If so, as a minor point, I don't think that's what you'd really call reharmonization. Reharmonization is when you take the same melody and apply new chords to it. So for example, a melody that goes over a G-C-D7 chord pattern might then be repeated over E-7, A-7, Bdim.
But what I understand you to be saying is indeed a pretty cool and somewhat rare thing in rock music, where chords are often held for up to four measures or so at a time. It is more along the lines of (some) jazz or even serious music, where harmonies are understood to shift more frequently. In fact, the first example ("God Only Knows") is very much like counterpoint.
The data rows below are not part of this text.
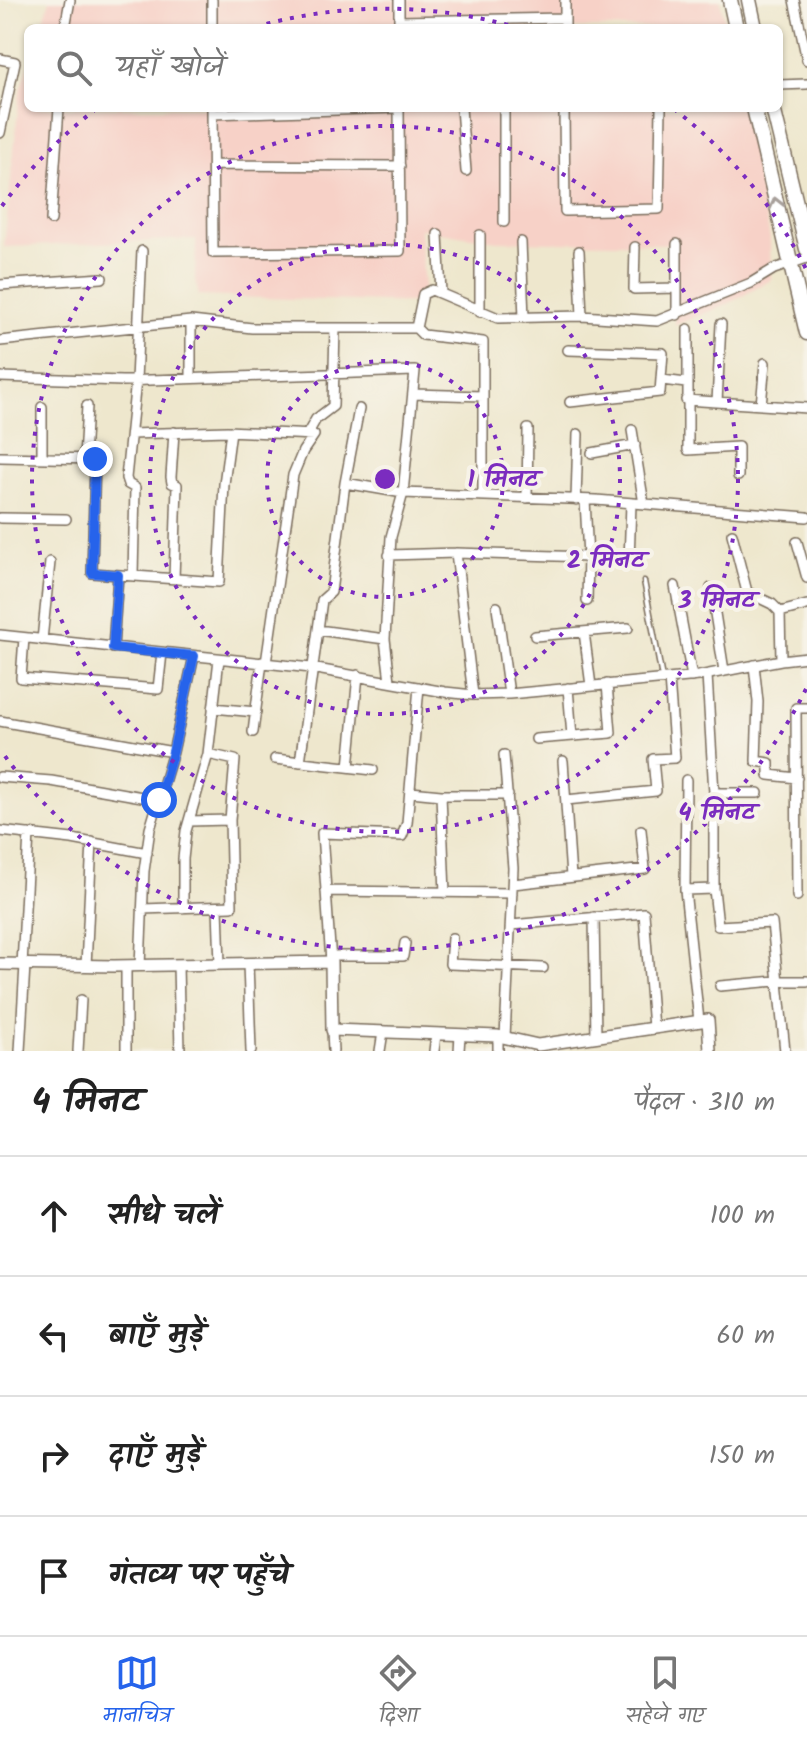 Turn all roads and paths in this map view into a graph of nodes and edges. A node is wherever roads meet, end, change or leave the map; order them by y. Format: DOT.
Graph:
graph roads {
  1 [pos="70,0"];
  2 [pos="212,0"];
  3 [pos="399,0"];
  4 [pos="565,0"];
  5 [pos="730,0"];
  6 [pos="749,0"];
  7 [pos="794,0"];
  8 [pos="565,23"];
  9 [pos="66,24"];
  10 [pos="212,24"];
  11 [pos="399,24"];
  12 [pos="482,24"];
  13 [pos="735,24"];
  14 [pos="754,24"];
  15 [pos="0,59"];
  16 [pos="807,60"];
  17 [pos="807,84"];
  18 [pos="783,85"];
  19 [pos="59,112"];
  20 [pos="212,112"];
  21 [pos="399,112"];
  22 [pos="461,112"];
  23 [pos="504,112"];
  24 [pos="564,112"];
  25 [pos="661,112"];
  26 [pos="755,112"];
  27 [pos="774,112"];
  28 [pos="0,133"];
  29 [pos="213,165"];
  30 [pos="400,166"];
  31 [pos="466,171"];
  32 [pos="803,218"];
  33 [pos="51,220"];
  34 [pos="504,222"];
  35 [pos="438,234"];
  36 [pos="480,235"];
  37 [pos="521,242"];
  38 [pos="677,244"];
  39 [pos="635,247"];
  40 [pos="807,249"];
  41 [pos="142,251"];
  42 [pos="579,251"];
  43 [pos="807,258"];
  44 [pos="790,263"];
  45 [pos="102,278"];
  46 [pos="0,285"];
  47 [pos="677,288"];
  48 [pos="441,293"];
  49 [pos="480,312"];
  50 [pos="677,315"];
  51 [pos="582,316"];
  52 [pos="524,318"];
  53 [pos="191,321"];
  54 [pos="721,324"];
  55 [pos="137,326"];
  56 [pos="416,328"];
  57 [pos="335,329"];
  58 [pos="688,329"];
  59 [pos="807,333"];
  60 [pos="0,341"];
  61 [pos="568,350"];
  62 [pos="765,363"];
  63 [pos="333,374"];
  64 [pos="0,377"];
  65 [pos="191,378"];
  66 [pos="136,380"];
  67 [pos="662,380"];
  68 [pos="686,383"];
  69 [pos="413,394"];
  70 [pos="483,396"];
  71 [pos="686,400"];
  72 [pos="570,402"];
  73 [pos="717,402"];
  74 [pos="761,405"];
  75 [pos="87,406"];
  76 [pos="42,407"];
  77 [pos="807,408"];
  78 [pos="359,409"];
  79 [pos="528,429"];
  80 [pos="632,430"];
  81 [pos="231,431"];
  82 [pos="174,432"];
  83 [pos="308,433"];
  84 [pos="131,434"];
  85 [pos="578,434"];
  86 [pos="635,445"];
  87 [pos="592,453"];
  88 [pos="0,457"];
  89 [pos="42,458"];
  90 [pos="84,458"];
  91 [pos="738,476"];
  92 [pos="345,483"];
  93 [pos="403,493"];
  94 [pos="483,496"];
  95 [pos="527,498"];
  96 [pos="580,500"];
  97 [pos="631,503"];
  98 [pos="644,504"];
  99 [pos="807,517"];
  100 [pos="0,518"];
  101 [pos="66,519"];
  102 [pos="732,534"];
  103 [pos="797,542"];
  104 [pos="456,553"];
  105 [pos="389,555"];
  106 [pos="588,557"];
  107 [pos="50,562"];
  108 [pos="629,562"];
  109 [pos="118,575"];
  110 [pos="133,575"];
  111 [pos="807,578"];
  112 [pos="174,579"];
  113 [pos="644,581"];
  114 [pos="675,586"];
  115 [pos="711,588"];
  116 [pos="587,601"];
  117 [pos="807,605"];
  118 [pos="497,607"];
  119 [pos="780,612"];
  120 [pos="628,628"];
  121 [pos="318,630"];
  122 [pos="584,632"];
  123 [pos="0,635"];
  124 [pos="535,636"];
  125 [pos="24,638"];
  126 [pos="385,639"];
  127 [pos="42,640"];
  128 [pos="113,648"];
  129 [pos="162,653"];
  130 [pos="194,656"];
  131 [pos="807,657"];
  132 [pos="219,659"];
  133 [pos="781,660"];
  134 [pos="264,663"];
  135 [pos="754,665"];
  136 [pos="311,668"];
  137 [pos="724,671"];
  138 [pos="358,675"];
  139 [pos="707,675"];
  140 [pos="692,677"];
  141 [pos="666,679"];
  142 [pos="390,681"];
  143 [pos="607,684"];
  144 [pos="591,686"];
  145 [pos="419,687"];
  146 [pos="568,688"];
  147 [pos="509,694"];
  148 [pos="473,695"];
  149 [pos="213,708"];
  150 [pos="807,708"];
  151 [pos="256,712"];
  152 [pos="0,721"];
  153 [pos="253,732"];
  154 [pos="572,736"];
  155 [pos="536,739"];
  156 [pos="173,752"];
  157 [pos="208,754"];
  158 [pos="504,755"];
  159 [pos="275,759"];
  160 [pos="563,761"];
  161 [pos="300,762"];
  162 [pos="349,767"];
  163 [pos="373,770"];
  164 [pos="0,777"];
  165 [pos="797,778"];
  166 [pos="686,780"];
  167 [pos="411,792"];
  168 [pos="714,793"];
  169 [pos="758,793"];
  170 [pos="441,795"];
  171 [pos="508,795"];
  172 [pos="159,800"];
  173 [pos="566,800"];
  174 [pos="230,820"];
  175 [pos="189,821"];
  176 [pos="641,830"];
  177 [pos="0,831"];
  178 [pos="29,834"];
  179 [pos="92,842"];
  180 [pos="147,853"];
  181 [pos="571,877"];
  182 [pos="512,889"];
  183 [pos="714,889"];
  184 [pos="685,890"];
  185 [pos="326,891"];
  186 [pos="445,893"];
  187 [pos="797,896"];
  188 [pos="183,908"];
  189 [pos="218,908"];
  190 [pos="142,909"];
  191 [pos="594,917"];
  192 [pos="511,925"];
  193 [pos="452,938"];
  194 [pos="405,943"];
  195 [pos="331,959"];
  196 [pos="248,963"];
  197 [pos="0,964"];
  198 [pos="220,964"];
  199 [pos="23,965"];
  200 [pos="178,965"];
  201 [pos="86,966"];
  202 [pos="126,966"];
  203 [pos="140,966"];
  204 [pos="509,968"];
  205 [pos="543,968"];
  206 [pos="777,981"];
  207 [pos="807,981"];
  208 [pos="720,986"];
  209 [pos="81,1000"];
  210 [pos="699,1021"];
  211 [pos="653,1028"];
  212 [pos="332,1030"];
  213 [pos="383,1032"];
  214 [pos="436,1034"];
  215 [pos="460,1035"];
  216 [pos="501,1037"];
  217 [pos="596,1037"];
  218 [pos="545,1048"];
  219 [pos="20,1051"];
  220 [pos="78,1051"];
  221 [pos="126,1051"];
  222 [pos="180,1051"];
  223 [pos="251,1051"];
  224 [pos="333,1051"];
  225 [pos="380,1051"];
  226 [pos="434,1051"];
  227 [pos="459,1051"];
  228 [pos="498,1051"];
  229 [pos="710,1051"];
  230 [pos="785,1051"];
  1 -- 9 [label="street"];
  2 -- 10 [label="street"];
  3 -- 11 [label="street"];
  4 -- 8 [label="street"];
  5 -- 13 [label="main road"];
  6 -- 14 [label="main road"];
  7 -- 16 [label="street"];
  8 -- 12 [label="street"];
  15 -- 28 [label="street"];
  17 -- 18 [label="street"];
  19 -- 33 [label="street"];
  20 -- 29 [label="street"];
  21 -- 30 [label="street"];
  22 -- 31 [label="street"];
  23 -- 34 [label="street"];
  24 -- 25 [label="street"];
  44 -- 26 [label="main road, one-way"];
  27 -- 32 [label="main road"];
  29 -- 30 [label="street"];
  29 -- 30 [label="street"];
  32 -- 40 [label="main road"];
  35 -- 48 [label="street"];
  36 -- 49 [label="street"];
  37 -- 52 [label="street"];
  38 -- 47 [label="street"];
  39 -- 47 [label="street"];
  41 -- 55 [label="street"];
  42 -- 51 [label="street"];
  43 -- 44 [label="street"];
  44 -- 50 [label="street"];
  44 -- 59 [label="main road"];
  45 -- 46 [label="street"];
  47 -- 50 [label="street"];
  48 -- 49 [label="street"];
  48 -- 56 [label="street"];
  49 -- 52 [label="street"];
  50 -- 51 [label="street"];
  51 -- 52 [label="street"];
  53 -- 55 [label="street"];
  53 -- 57 [label="street"];
  53 -- 65 [label="street"];
  54 -- 73 [label="street"];
  55 -- 60 [label="street"];
  55 -- 66 [label="street"];
  56 -- 57 [label="street"];
  56 -- 70 [label="street"];
  57 -- 63 [label="street"];
  58 -- 68 [label="street"];
  61 -- 67 [label="street"];
  62 -- 74 [label="street"];
  63 -- 65 [label="street"];
  63 -- 69 [label="street"];
  63 -- 83 [label="street"];
  64 -- 66 [label="street"];
  65 -- 66 [label="street"];
  66 -- 84 [label="street"];
  67 -- 68 [label="street"];
  67 -- 72 [label="street"];
  68 -- 71 [label="street"];
  69 -- 70 [label="street"];
  69 -- 93 [label="street"];
  70 -- 94 [label="street"];
  71 -- 73 [label="street"];
  71 -- 91 [label="street"];
  73 -- 74 [label="street"];
  74 -- 77 [label="street"];
  75 -- 90 [label="street"];
  76 -- 89 [label="street"];
  78 -- 92 [label="street"];
  79 -- 95 [label="street"];
  80 -- 86 [label="street"];
  81 -- 82 [label="street"];
  81 -- 83 [label="street"];
  81 -- 112 [label="street"];
  82 -- 84 [label="street"];
  82 -- 112 [label="street"];
  83 -- 134 [label="street"];
  84 -- 110 [label="street"];
  85 -- 96 [label="street"];
  86 -- 87 [label="street"];
  86 -- 98 [label="street"];
  88 -- 89 [label="street"];
  89 -- 90 [label="street"];
  90 -- 109 [label="street"];
  92 -- 93 [label="street"];
  92 -- 121 [label="street"];
  93 -- 94 [label="street"];
  93 -- 105 [label="street"];
  94 -- 95 [label="street"];
  95 -- 96 [label="street"];
  96 -- 97 [label="street"];
  96 -- 106 [label="street"];
  97 -- 98 [label="street"];
  97 -- 108 [label="street"];
  98 -- 99 [label="street"];
  100 -- 101 [label="street"];
  102 -- 119 [label="street"];
  103 -- 111 [label="street"];
  104 -- 105 [label="street"];
  104 -- 106 [label="street"];
  104 -- 148 [label="street"];
  105 -- 126 [label="street"];
  106 -- 116 [label="street"];
  107 -- 127 [label="street"];
  109 -- 110 [label="street"];
  109 -- 128 [label="street"];
  110 -- 112 [label="street"];
  113 -- 141 [label="lane"];
  114 -- 140 [label="street"];
  115 -- 137 [label="street"];
  117 -- 119 [label="street"];
  118 -- 147 [label="street"];
  119 -- 133 [label="street"];
  120 -- 122 [label="street"];
  121 -- 126 [label="street"];
  121 -- 136 [label="street"];
  122 -- 124 [label="street"];
  122 -- 144 [label="street"];
  123 -- 125 [label="street"];
  125 -- 127 [label="street"];
  125 -- 129 [label="street"];
  126 -- 142 [label="street"];
  127 -- 128 [label="street"];
  128 -- 129 [label="street"];
  129 -- 130 [label="street"];
  130 -- 132 [label="street"];
  130 -- 156 [label="street"];
  131 -- 133 [label="street"];
  132 -- 134 [label="street"];
  132 -- 149 [label="street"];
  133 -- 135 [label="street"];
  134 -- 136 [label="street"];
  134 -- 151 [label="street"];
  135 -- 137 [label="street"];
  135 -- 165 [label="street"];
  136 -- 138 [label="street"];
  136 -- 161 [label="street"];
  137 -- 139 [label="street"];
  138 -- 142 [label="street"];
  138 -- 162 [label="street"];
  139 -- 140 [label="street"];
  139 -- 168 [label="street"];
  140 -- 141 [label="street"];
  141 -- 143 [label="street"];
  141 -- 173 [label="street"];
  142 -- 145 [label="street"];
  143 -- 144 [label="street"];
  143 -- 154 [label="street"];
  144 -- 146 [label="street"];
  145 -- 148 [label="street"];
  145 -- 167 [label="street"];
  146 -- 147 [label="street"];
  146 -- 154 [label="street"];
  147 -- 148 [label="street"];
  149 -- 151 [label="street"];
  149 -- 157 [label="street"];
  150 -- 165 [label="street"];
  151 -- 153 [label="street"];
  152 -- 156 [label="street"];
  154 -- 155 [label="street"];
  156 -- 172 [label="street"];
  157 -- 174 [label="street"];
  157 -- 175 [label="street"];
  158 -- 171 [label="street"];
  159 -- 161 [label="street"];
  160 -- 173 [label="street"];
  161 -- 162 [label="street"];
  162 -- 163 [label="street"];
  164 -- 172 [label="street"];
  165 -- 187 [label="street"];
  166 -- 184 [label="street"];
  167 -- 170 [label="street"];
  167 -- 185 [label="street"];
  168 -- 169 [label="street"];
  168 -- 183 [label="street"];
  170 -- 171 [label="street"];
  170 -- 186 [label="street"];
  171 -- 182 [label="street"];
  172 -- 180 [label="street"];
  173 -- 181 [label="street"];
  174 -- 175 [label="street"];
  174 -- 189 [label="street"];
  175 -- 188 [label="street"];
  176 -- 181 [label="street"];
  177 -- 178 [label="street"];
  178 -- 179 [label="street"];
  178 -- 199 [label="street"];
  179 -- 180 [label="street"];
  179 -- 201 [label="street"];
  180 -- 190 [label="street"];
  181 -- 182 [label="street"];
  182 -- 186 [label="street"];
  182 -- 192 [label="street"];
  183 -- 184 [label="street"];
  183 -- 206 [label="street"];
  184 -- 210 [label="street"];
  185 -- 186 [label="street"];
  185 -- 195 [label="street"];
  188 -- 189 [label="street"];
  188 -- 190 [label="street"];
  189 -- 198 [label="street"];
  190 -- 203 [label="street"];
  191 -- 192 [label="street"];
  191 -- 211 [label="street"];
  191 -- 217 [label="street"];
  192 -- 204 [label="street"];
  193 -- 204 [label="street"];
  194 -- 195 [label="street"];
  195 -- 196 [label="street"];
  195 -- 212 [label="street"];
  196 -- 198 [label="street"];
  196 -- 223 [label="street"];
  197 -- 199 [label="street"];
  198 -- 200 [label="street"];
  199 -- 201 [label="street"];
  199 -- 219 [label="street"];
  200 -- 203 [label="street"];
  200 -- 222 [label="street"];
  201 -- 202 [label="street"];
  202 -- 203 [label="street"];
  202 -- 221 [label="street"];
  204 -- 205 [label="street"];
  204 -- 216 [label="street"];
  206 -- 207 [label="street"];
  206 -- 208 [label="street"];
  206 -- 230 [label="street"];
  209 -- 220 [label="street"];
  210 -- 211 [label="street"];
  210 -- 229 [label="street"];
  211 -- 217 [label="street"];
  212 -- 213 [label="street"];
  212 -- 224 [label="street"];
  213 -- 214 [label="street"];
  213 -- 225 [label="street"];
  214 -- 215 [label="street"];
  214 -- 226 [label="street"];
  215 -- 216 [label="street"];
  215 -- 227 [label="street"];
  216 -- 218 [label="street"];
  216 -- 228 [label="street"];
  217 -- 218 [label="street"];
}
I don't think the bridge of "Wouldn't It Be Nice" qualifies as that same phenomenon though. Those chords last about a measure apiece with the introductory figure played on top of them. That said, I do think it's one of the greatest compositions in popular music. That section is, if I recall (or at least as I bang it out on piano myself) something like:
Dmaj7 ' ' ' / Gmaj7 ' ' ' / F#-7 ' ' ' / B-7 ' ' ' / Dmaj7 ' ' ' / Gmaj7 ' ' ' / F#-7 ' ' ' / B-7 ' ' ' / F#-7 ' ' ' / B-7 ' ' ' / F#-7 ' ' ' / C7 ' ' ' / (into F again)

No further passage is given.